Drag Race is manna from heaven for content creators and for niche fandoms – groups of die-hard fans that veer away from traditional, mainstream entertainment. In 2018, the show did a crossover episode with America’s Next Top Model. RuPaul’s appearance on Jeopardy, and season nine winner Sasha Velour’s obsession with Riverdale, have left fans begging for new crossovers. Fan blogs have called for Drag Race/American Horror Story or Disney/Drag Race mash-ups.

Shady talk

On Drag Race, language stops being just subcultural “lingo” and is a vehicle for spreading and popularising drag slang, which is heavily used, explained and commented on during the show and subsequently adopted by pop culture.

The show’s language borrows from the 1991 New York drag scene documentary Paris Is Burning, depicting the origins and meanings behind culture. Words such as “shade”, in particular, have now become mainstream, used in songs and writing by people outside the black or LGBTQIA+ community.

Mainstreaming drag

The impact of Drag Race is being felt all over entertainment, so much so that show alumnae such as Willam and Shangela sashayed their way into parts in films such as A Star Is Born.

Others, such as Milk and Violet Chachki, have become runway models for the likes of Marc Jacobs and Jean Paul Gaultier. Comedy queen Bianca Del Rio has sold out shows across the world (some compare her to Joan Rivers), while Shae Coulee, Miss Vanjie or Mayhem Miller have starred in pop videos for major artists including Iggy Azalea.

Drag Race is influencing the way we speak and the content we create, to the extent that it is now becoming the subject of academic papers and studies. And the success of the show demonstrates that today’s viewers don’t just want to sit and watch. They want to evaluate, critique and engage in their own content creation based on the show that creates its own new, newsworthy subcultures and then bleeds on into the mainstream.

Cardi B Tried To Trademark ‘Okurrr’

In case you didn’t already know, Cardi B is incredibly aggressive. She recently attempted to trademark the catchphrase ‘Okurrr,’ which she describes as sounding – if said correctly – like ‘a cold pigeon in New York City’. The Bronx rapper’s application confirmed that the phrase includes three ‘r’s, but, to stop copycats, she has also filed to protect ‘Okurrr’ if is spelt with two ‘r’s.

If you have no idea what it means, when Cardi was asked how she would use the word, she told Jimmy Fallon: “It depends on the situation that you’re in.
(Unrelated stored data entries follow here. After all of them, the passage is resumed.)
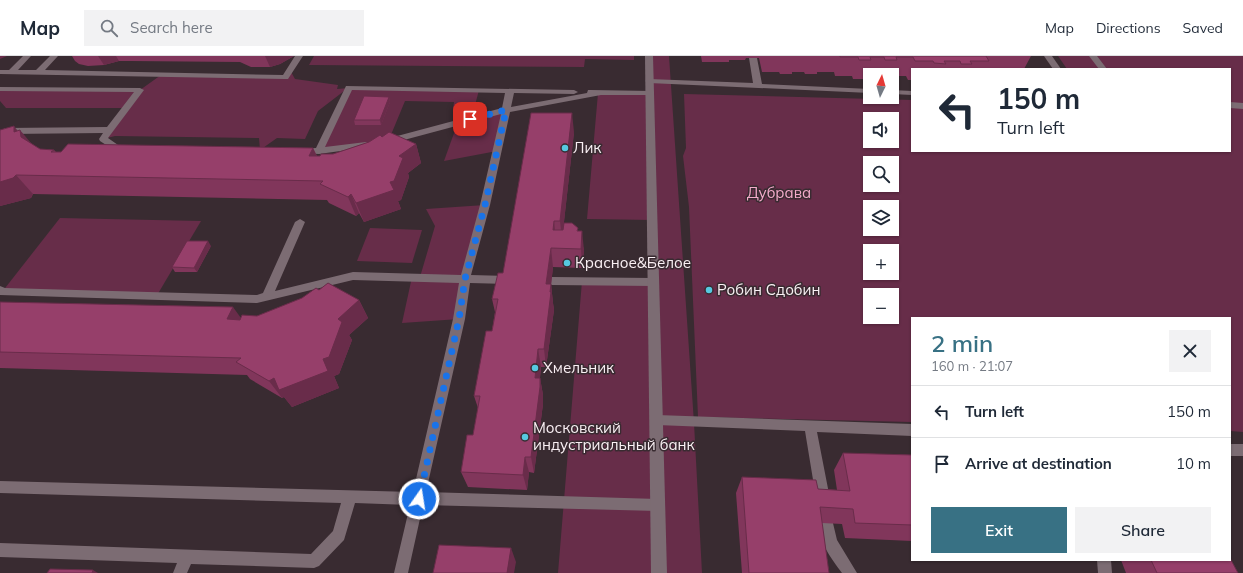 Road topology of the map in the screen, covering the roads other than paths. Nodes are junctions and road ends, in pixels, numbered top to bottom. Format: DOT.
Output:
graph roads {
  1 [pos="27,56"];
  2 [pos="54,56"];
  3 [pos="299,56"];
  4 [pos="649,56"];
  5 [pos="1048,56"];
  6 [pos="1093,56"];
  7 [pos="752,58"];
  8 [pos="1056,68"];
  9 [pos="1102,68"];
  10 [pos="0,72"];
  11 [pos="11,72"];
  12 [pos="38,73"];
  13 [pos="649,81"];
  14 [pos="758,86"];
  15 [pos="0,90"];
  16 [pos="510,91"];
  17 [pos="863,91"];
  18 [pos="899,92"];
  19 [pos="598,93"];
  20 [pos="650,93"];
  21 [pos="911,93"];
  22 [pos="1231,105"];
  23 [pos="1243,106"];
  24 [pos="506,110"];
  25 [pos="110,130"];
  26 [pos="0,138"];
  27 [pos="131,148"];
  28 [pos="290,150"];
  29 [pos="319,151"];
  30 [pos="300,222"];
  31 [pos="465,279"];
  32 [pos="508,280"];
  33 [pos="552,281"];
  34 [pos="653,282"];
  35 [pos="0,290"];
  36 [pos="267,296"];
  37 [pos="658,420"];
  38 [pos="810,426"];
  39 [pos="911,430"];
  40 [pos="1231,450"];
  41 [pos="1243,450"];
  42 [pos="0,487"];
  43 [pos="350,496"];
  44 [pos="419,499"];
  45 [pos="658,504"];
  46 [pos="824,506"];
  47 [pos="827,524"];
  48 [pos="0,550"];
  49 [pos="187,556"];
  50 [pos="1104,561"];
  51 [pos="180,573"];
  52 [pos="401,573"];
  53 [pos="659,573"];
  54 [pos="850,573"];
  55 [pos="1105,573"];
  1 -- 11 [label="lane"];
  2 -- 12 [label="lane"];
  3 -- 12 [label="lane"];
  4 -- 13 [label="street"];
  5 -- 8 [label="lane"];
  6 -- 9 [label="lane"];
  7 -- 14 [label="lane"];
  10 -- 11 [label="lane"];
  11 -- 12 [label="lane"];
  13 -- 14 [label="lane"];
  13 -- 20 [label="street"];
  14 -- 17 [label="lane"];
  15 -- 25 [label="lane"];
  16 -- 19 [label="lane"];
  16 -- 24 [label="lane"];
  16 -- 29 [label="lane"];
  18 -- 21 [label="lane"];
  19 -- 20 [label="lane"];
  19 -- 24 [label="lane"];
  20 -- 34 [label="street"];
  22 -- 23 [label="lane"];
  24 -- 29 [label="lane"];
  24 -- 31 [label="lane"];
  25 -- 26 [label="lane"];
  25 -- 27 [label="lane"];
  28 -- 29 [label="lane"];
  30 -- 36 [label="lane"];
  31 -- 32 [label="lane"];
  31 -- 36 [label="lane"];
  31 -- 44 [label="lane"];
  33 -- 34 [label="lane"];
  34 -- 37 [label="street"];
  35 -- 36 [label="lane"];
  37 -- 38 [label="lane"];
  37 -- 45 [label="street"];
  38 -- 39 [label="lane"];
  38 -- 46 [label="lane"];
  40 -- 41 [label="lane"];
  42 -- 43 [label="lane"];
  43 -- 44 [label="lane"];
  43 -- 49 [label="lane"];
  44 -- 45 [label="lane"];
  44 -- 52 [label="lane"];
  45 -- 53 [label="street"];
  47 -- 54 [label="lane"];
  48 -- 49 [label="lane"];
  49 -- 51 [label="lane"];
  50 -- 55 [label="lane"];
}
Like if somebody checks somebody, it’s like ‘Okurrr’. I didn’t know she had all of that in her, okurr! It’s like okaaaaay, but okay is played out.” (Okurrr.)
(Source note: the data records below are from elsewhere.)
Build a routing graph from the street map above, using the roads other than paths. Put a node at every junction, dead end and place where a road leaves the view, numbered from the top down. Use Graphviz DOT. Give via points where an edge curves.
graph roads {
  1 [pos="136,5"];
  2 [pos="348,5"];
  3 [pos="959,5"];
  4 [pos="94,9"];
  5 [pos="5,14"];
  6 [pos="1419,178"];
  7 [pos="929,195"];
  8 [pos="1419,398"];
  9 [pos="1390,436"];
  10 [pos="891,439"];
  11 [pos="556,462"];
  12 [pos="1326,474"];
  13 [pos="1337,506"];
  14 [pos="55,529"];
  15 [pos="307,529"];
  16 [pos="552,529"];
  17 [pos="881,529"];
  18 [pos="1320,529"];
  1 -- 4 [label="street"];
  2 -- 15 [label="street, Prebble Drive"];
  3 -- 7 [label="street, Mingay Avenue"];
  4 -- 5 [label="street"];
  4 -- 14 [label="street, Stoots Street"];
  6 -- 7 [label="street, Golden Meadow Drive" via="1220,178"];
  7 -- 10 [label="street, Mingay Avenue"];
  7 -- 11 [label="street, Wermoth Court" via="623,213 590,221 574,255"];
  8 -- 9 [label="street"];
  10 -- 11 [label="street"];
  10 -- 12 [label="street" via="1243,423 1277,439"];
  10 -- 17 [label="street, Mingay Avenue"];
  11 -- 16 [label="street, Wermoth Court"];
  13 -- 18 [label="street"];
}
Cardi’s company Washpoppin Inc. filed the trademark application with the intention being to trademark the use of ‘Okurrr’ on merchandise like t-shirts, hoodies and “paper goods – namely paper cups and posters”.

But Cardi’s latest move is probably going to annoy Khloe Kardashian who also helped bring the phrase to mainstream audiences during her time on Keeping Up With The Kardashians. Then again, just like Cardi, Khloe didn’t actually come up with the phrase. It’s believed the unique sound actually comes from drag culture, as according to Refinery29 RuPaul’s Drag Race contestant Laganja Estranja first used the word on the show.

Willam, Alaska Thunderfuck, and Alyssa Edwards are also fans of the phrase. The Urban Dictionary definition of ‘okurr’ (not, with two r’s) reads that it: “Originated from drag culture and [was] popularised by RuPaul’s Drag Race, and then by Keeping Up With the Kardashians.”

Cardi B is not the first, and she certainly isn’t going to be the last, musician to trademark their words. In 2015, Taylor Swift filed to protect phrases including “this sick beat” and “we never go out of style” from 1989 and Beyonce keeps on trying to trademark their daughter’s name, Blue Ivy Carter. Of course we all remember Donald Trump and “You’re Fired!” from his NBC show ‘The Apprentice’ another reality show that took on a subculture.